Working data:
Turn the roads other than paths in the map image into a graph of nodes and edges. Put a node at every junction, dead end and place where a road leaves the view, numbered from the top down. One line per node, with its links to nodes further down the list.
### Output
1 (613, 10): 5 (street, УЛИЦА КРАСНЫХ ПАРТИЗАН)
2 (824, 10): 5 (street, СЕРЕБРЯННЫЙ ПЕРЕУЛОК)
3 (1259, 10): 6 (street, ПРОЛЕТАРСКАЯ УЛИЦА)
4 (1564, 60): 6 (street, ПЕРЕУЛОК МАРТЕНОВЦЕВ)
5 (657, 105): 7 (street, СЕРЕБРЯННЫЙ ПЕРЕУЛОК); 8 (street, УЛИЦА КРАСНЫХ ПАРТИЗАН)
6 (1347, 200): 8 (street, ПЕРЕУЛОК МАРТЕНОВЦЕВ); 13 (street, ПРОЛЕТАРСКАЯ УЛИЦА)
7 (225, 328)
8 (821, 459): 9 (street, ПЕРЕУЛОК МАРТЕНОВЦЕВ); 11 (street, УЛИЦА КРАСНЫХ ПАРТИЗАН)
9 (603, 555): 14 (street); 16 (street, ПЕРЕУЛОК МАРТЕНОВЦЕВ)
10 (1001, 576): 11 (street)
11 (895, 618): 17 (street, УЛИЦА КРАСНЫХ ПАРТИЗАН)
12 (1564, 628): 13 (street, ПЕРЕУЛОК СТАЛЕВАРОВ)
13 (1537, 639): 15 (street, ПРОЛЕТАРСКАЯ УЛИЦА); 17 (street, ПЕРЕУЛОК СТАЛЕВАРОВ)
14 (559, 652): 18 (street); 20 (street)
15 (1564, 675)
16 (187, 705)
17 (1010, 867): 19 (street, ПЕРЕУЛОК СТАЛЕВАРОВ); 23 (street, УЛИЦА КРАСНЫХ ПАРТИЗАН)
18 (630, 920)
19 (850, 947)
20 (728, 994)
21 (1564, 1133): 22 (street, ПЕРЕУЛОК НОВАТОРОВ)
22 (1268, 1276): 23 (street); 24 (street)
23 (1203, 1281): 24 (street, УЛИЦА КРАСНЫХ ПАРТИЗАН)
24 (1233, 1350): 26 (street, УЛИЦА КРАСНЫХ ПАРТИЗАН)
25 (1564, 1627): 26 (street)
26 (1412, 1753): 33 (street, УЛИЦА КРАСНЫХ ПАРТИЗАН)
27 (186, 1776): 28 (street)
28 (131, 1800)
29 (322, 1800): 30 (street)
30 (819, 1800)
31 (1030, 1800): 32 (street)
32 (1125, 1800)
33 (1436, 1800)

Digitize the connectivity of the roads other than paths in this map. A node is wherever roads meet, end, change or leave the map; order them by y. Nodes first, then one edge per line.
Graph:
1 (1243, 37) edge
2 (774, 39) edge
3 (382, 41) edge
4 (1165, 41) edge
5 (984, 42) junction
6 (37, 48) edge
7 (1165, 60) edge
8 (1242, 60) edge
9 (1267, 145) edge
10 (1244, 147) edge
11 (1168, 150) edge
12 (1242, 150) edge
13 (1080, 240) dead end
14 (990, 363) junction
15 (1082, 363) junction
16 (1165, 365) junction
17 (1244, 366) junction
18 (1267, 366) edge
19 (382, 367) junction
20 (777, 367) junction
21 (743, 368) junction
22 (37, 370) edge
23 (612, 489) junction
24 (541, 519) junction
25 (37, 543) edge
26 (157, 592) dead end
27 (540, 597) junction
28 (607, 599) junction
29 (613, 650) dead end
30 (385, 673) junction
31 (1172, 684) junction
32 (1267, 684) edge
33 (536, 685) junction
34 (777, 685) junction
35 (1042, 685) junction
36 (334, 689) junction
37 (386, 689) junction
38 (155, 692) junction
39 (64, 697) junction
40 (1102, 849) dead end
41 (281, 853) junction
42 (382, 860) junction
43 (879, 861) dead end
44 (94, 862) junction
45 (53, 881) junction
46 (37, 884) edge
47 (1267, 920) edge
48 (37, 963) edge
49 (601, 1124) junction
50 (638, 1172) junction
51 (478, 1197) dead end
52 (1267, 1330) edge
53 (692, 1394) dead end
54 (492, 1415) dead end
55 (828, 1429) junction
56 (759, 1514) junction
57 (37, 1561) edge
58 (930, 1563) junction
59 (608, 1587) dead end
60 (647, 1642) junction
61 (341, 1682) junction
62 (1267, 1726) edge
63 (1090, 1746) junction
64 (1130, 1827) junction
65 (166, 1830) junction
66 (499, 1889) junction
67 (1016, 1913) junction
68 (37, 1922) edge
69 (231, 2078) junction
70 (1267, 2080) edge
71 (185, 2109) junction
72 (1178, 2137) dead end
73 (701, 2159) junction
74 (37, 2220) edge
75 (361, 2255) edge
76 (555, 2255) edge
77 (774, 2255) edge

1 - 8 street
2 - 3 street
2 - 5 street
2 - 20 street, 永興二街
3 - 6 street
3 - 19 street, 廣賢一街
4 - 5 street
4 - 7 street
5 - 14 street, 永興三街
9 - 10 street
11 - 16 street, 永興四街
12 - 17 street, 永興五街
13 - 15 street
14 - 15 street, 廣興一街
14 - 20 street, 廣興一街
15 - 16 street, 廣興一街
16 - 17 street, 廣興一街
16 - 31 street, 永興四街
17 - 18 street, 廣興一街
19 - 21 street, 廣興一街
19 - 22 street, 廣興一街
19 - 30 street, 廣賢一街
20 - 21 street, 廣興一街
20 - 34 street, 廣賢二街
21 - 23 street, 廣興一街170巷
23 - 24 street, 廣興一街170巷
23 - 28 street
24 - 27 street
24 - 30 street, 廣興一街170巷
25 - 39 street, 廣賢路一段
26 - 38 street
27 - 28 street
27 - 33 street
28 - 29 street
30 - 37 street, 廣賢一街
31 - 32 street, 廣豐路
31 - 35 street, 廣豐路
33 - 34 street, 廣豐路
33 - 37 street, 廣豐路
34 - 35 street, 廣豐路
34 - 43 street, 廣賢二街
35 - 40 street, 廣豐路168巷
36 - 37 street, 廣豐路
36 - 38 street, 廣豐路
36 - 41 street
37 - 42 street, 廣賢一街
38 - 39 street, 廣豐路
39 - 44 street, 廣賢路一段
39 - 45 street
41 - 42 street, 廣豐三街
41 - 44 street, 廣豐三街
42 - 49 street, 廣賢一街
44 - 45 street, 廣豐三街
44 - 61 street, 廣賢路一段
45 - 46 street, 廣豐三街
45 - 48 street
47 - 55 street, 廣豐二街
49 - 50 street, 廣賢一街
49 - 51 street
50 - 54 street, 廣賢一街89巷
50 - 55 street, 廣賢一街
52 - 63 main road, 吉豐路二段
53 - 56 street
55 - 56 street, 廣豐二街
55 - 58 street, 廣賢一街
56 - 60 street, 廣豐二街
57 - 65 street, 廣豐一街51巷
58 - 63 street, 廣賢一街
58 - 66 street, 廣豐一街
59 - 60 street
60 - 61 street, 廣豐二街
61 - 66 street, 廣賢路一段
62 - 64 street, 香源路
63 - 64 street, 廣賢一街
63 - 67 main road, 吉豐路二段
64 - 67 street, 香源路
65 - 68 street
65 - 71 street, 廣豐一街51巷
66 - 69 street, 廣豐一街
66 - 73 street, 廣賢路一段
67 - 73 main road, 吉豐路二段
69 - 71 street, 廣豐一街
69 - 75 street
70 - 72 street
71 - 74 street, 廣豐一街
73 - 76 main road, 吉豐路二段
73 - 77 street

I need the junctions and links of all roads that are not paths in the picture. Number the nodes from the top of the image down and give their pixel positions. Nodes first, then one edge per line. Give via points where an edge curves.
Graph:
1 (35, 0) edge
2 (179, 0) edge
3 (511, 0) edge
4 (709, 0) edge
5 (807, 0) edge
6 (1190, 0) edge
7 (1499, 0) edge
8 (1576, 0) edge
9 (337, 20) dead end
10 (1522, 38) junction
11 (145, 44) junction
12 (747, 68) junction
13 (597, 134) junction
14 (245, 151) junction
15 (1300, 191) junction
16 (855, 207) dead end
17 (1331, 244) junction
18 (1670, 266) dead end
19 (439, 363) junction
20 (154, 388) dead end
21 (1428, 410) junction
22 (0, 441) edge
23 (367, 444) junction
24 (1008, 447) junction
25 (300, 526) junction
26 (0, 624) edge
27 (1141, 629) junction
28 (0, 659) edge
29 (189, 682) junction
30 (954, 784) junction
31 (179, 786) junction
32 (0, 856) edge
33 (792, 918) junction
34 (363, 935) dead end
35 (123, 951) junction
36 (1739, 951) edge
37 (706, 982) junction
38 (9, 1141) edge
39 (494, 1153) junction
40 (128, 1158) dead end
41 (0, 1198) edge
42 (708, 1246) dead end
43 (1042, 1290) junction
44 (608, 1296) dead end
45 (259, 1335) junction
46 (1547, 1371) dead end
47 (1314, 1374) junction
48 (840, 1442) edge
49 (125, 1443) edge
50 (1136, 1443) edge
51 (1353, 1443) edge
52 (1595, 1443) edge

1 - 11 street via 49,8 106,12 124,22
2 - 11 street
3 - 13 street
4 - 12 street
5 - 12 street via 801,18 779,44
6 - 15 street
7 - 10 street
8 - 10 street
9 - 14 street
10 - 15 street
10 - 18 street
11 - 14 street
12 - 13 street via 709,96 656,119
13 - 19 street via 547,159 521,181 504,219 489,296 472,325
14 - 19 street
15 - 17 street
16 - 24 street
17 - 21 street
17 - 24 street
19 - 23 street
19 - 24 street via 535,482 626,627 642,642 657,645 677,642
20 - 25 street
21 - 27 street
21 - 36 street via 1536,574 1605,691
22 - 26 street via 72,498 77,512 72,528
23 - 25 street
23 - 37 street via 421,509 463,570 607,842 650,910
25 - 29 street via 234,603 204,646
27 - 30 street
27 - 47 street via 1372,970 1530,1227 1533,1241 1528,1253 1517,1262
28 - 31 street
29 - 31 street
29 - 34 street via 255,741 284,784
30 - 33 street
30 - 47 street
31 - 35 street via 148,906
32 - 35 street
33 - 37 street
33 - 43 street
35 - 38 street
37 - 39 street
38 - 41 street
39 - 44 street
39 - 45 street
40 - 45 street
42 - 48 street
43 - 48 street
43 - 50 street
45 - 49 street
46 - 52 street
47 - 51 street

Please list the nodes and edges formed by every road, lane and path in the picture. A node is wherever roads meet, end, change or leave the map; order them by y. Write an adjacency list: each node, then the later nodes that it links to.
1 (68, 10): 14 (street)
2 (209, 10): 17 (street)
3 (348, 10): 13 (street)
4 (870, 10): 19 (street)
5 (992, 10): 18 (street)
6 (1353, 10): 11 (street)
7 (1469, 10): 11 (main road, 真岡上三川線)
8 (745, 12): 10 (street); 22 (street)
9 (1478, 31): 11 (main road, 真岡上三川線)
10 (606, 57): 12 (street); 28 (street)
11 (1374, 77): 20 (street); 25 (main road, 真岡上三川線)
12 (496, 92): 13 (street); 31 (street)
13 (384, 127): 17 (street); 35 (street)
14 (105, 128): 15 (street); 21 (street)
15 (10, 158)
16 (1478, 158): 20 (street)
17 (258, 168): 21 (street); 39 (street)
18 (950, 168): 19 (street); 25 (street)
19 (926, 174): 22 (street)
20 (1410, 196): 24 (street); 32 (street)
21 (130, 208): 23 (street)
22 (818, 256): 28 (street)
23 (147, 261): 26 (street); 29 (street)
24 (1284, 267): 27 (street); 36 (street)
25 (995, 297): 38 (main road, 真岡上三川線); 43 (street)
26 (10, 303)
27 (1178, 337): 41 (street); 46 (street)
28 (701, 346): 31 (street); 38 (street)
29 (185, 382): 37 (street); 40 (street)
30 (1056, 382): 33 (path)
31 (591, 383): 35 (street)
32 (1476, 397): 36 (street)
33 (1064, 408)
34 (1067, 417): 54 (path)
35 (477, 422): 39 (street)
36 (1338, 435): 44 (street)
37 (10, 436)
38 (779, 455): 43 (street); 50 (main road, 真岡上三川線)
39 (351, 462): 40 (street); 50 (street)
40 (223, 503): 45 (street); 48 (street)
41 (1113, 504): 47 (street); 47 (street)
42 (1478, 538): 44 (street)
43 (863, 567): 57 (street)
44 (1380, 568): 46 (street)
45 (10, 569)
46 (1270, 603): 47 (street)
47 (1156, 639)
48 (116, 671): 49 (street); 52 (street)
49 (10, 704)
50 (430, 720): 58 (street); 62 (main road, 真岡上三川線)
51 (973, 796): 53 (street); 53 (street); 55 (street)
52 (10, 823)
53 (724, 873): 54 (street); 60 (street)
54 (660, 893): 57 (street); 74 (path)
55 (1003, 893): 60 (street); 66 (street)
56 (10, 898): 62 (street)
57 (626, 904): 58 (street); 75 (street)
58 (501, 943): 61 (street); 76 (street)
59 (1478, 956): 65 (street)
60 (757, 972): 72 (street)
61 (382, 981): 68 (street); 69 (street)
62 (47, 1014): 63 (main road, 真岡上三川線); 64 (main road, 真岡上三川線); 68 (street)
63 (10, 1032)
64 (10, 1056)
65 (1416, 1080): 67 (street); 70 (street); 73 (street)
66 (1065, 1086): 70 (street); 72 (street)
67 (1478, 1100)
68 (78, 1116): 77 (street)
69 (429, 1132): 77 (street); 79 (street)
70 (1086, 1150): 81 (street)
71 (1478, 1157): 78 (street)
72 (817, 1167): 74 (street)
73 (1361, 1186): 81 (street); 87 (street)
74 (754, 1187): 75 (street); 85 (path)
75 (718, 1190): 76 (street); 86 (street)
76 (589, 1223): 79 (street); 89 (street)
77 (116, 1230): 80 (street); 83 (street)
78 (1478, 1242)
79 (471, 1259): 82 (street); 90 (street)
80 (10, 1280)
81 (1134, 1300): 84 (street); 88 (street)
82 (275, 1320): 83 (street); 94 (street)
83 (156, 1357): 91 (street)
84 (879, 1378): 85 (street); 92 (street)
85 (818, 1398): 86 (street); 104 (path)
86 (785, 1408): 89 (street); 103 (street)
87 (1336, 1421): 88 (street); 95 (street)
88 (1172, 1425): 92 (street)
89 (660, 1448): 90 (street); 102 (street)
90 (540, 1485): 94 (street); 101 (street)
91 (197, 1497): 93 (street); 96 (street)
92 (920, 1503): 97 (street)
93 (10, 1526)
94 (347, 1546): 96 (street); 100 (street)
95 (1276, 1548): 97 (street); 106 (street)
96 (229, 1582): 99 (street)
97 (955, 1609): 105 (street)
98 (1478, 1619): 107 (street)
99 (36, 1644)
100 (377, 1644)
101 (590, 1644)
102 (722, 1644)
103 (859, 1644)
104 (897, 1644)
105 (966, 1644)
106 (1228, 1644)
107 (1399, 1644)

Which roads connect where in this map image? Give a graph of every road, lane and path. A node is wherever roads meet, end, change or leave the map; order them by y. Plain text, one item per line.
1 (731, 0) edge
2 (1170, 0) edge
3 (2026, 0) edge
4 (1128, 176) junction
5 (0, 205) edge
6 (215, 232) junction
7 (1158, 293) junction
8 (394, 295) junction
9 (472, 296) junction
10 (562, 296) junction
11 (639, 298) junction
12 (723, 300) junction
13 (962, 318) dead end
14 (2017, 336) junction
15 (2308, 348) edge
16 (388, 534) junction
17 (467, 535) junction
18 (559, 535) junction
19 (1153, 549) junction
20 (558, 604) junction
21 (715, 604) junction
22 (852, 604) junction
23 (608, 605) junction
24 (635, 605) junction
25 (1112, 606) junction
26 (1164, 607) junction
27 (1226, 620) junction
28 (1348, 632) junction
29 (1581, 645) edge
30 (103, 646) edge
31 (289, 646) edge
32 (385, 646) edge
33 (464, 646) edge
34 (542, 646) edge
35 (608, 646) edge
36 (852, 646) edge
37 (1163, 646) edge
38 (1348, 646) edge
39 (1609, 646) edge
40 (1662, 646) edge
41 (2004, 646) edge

What is required: What lines in the material include the string "廣賢路一段"? Pull each one out.

Solution:
25 - 39 street, 廣賢路一段
39 - 44 street, 廣賢路一段
44 - 61 street, 廣賢路一段
61 - 66 street, 廣賢路一段
66 - 73 street, 廣賢路一段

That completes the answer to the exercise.